DEVLETİN SORUMLULUĞU
AYM’nin sonucunda, icra müdürlüklerinde satılan aracın tüzel ve maddi ayıptan ari olmasını sağlamanın devletin olumlu yükümlülükleri içinde bulunduğu belirtilerek, “Bir aracın trafik tescil kaydının gerçek tutulması ve bu kayda güvenerek hareket eden âlâ niyetli şahısların mülkiyet hakkının korunması, devletin olumlu yükümlülüğünün gereğidir” denildi.
KÂFİ İTİMAT OLUŞTURULMALI
İhale öncesi icra müdürlüğü çalışanınca aracın niteliklerinin tespiti ve bunların satış şartnamesinde gösterilmesi tarafında ihaleye katılanların haklı beklenti ortasında oldukları kaydedilen kararda, icra ve ihale süreçlerinde kâfi itimadın oluşturulması gerektiği vurgulandı.

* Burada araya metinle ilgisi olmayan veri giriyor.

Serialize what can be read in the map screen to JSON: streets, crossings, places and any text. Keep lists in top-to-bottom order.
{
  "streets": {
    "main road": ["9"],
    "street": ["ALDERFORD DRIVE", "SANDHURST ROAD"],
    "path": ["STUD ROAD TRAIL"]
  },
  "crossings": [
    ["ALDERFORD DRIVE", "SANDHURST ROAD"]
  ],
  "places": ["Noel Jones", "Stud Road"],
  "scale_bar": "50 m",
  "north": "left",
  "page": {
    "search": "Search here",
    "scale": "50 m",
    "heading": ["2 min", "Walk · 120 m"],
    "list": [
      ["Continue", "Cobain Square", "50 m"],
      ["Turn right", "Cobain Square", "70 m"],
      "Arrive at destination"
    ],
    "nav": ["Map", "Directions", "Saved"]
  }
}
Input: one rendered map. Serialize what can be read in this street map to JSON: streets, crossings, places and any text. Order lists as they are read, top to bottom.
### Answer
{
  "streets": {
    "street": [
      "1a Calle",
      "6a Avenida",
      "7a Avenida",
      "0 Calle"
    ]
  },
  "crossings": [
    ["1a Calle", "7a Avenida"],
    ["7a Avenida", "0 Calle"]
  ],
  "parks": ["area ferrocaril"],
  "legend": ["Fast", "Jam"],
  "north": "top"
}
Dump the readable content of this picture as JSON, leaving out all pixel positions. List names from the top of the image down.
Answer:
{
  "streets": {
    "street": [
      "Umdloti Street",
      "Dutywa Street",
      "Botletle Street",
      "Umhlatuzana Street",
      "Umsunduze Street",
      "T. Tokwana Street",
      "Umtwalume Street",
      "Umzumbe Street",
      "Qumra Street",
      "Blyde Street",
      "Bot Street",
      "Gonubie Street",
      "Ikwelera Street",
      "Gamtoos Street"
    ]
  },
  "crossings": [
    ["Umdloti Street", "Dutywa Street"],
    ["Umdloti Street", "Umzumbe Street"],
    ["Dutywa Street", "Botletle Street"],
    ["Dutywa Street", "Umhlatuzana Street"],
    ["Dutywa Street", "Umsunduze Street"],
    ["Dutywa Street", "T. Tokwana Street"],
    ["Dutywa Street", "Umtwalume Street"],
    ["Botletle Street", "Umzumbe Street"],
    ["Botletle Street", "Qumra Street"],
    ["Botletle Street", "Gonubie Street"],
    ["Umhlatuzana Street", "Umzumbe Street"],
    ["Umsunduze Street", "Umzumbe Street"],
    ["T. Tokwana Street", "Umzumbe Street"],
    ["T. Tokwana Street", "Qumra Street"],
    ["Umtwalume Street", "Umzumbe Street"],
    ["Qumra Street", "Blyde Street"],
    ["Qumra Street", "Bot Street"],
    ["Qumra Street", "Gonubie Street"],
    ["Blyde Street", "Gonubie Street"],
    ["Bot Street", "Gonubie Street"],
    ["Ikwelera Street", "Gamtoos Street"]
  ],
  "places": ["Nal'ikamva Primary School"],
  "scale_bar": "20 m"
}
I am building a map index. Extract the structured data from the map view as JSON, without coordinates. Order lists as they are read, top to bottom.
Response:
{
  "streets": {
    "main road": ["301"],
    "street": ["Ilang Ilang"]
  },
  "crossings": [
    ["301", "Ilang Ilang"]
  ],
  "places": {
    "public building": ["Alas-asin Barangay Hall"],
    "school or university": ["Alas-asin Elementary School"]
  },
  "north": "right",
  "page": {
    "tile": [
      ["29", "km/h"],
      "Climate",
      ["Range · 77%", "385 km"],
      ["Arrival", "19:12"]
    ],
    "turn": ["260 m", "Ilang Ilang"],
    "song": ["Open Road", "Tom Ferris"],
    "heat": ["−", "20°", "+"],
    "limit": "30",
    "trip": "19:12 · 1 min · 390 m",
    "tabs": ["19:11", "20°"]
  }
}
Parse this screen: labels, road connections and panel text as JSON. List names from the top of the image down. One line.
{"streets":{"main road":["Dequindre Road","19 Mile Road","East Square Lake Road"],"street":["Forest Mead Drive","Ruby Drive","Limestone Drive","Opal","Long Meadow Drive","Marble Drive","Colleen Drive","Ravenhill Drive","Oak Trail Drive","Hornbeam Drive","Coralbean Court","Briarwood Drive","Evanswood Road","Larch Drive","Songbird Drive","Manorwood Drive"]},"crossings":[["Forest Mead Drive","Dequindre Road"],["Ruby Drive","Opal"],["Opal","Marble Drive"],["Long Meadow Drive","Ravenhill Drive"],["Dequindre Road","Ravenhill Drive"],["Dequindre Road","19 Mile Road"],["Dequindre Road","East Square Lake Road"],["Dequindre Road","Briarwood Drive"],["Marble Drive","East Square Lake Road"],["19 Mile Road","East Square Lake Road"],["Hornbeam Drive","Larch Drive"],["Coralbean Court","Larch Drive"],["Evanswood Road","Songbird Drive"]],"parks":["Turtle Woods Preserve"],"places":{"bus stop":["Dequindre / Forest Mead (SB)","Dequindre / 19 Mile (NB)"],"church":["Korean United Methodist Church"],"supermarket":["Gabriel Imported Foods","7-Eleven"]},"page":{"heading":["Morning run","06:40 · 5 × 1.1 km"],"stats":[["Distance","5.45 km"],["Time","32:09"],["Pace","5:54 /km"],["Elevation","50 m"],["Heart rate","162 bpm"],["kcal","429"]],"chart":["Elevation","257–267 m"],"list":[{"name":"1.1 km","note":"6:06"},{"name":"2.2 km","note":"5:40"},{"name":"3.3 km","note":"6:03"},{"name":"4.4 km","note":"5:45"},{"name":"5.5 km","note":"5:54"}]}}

Öte yandan aracın trafiğe tescili, muayenesi ve ihale kademelerinde yer alan kamu vazifelilerinin kelam konusu usulsüzlüğü ortaya çıkarma yükümlülüğü ve ihalenin bu türlü sonuçlanmasına mani olma imkanları bulunduğuna işaret edilen kararda, şu tespitlerde bulunuldu:
“Somut hadisede idari mercilerin kullanışlı idari ve tüzel enstrümanlarından yararlanamamaları niçiniyle müracaatçının ziyan görmesine mahzur olunamamıştır. Buna göre de olayda devlet yetkililerinin müracaatçının mülkiyet hakkını korumak için ellerinden geleni yapmadıkları ortaya çıkmakta ve yönetimin kontrol ve denetim yükümlülüğünü ihmal ettiği de anlaşılmaktadır.”
“ÖNLEM ÖLÇÜLÜ DEĞİL”
Araçta yapılan şasi numarası değişikliğinin lakin alanında uzman bireylerce anlaşılabilecek nitelikte olduğu ve satın alan müracaatçının maddi ziyana uğradığı belirtilen kararda, müracaatçının satın almasından evvelki hırsızlık olayı niçiniyle aracın koruma altına alınmasının ölçülü olmadığı kaydedildi.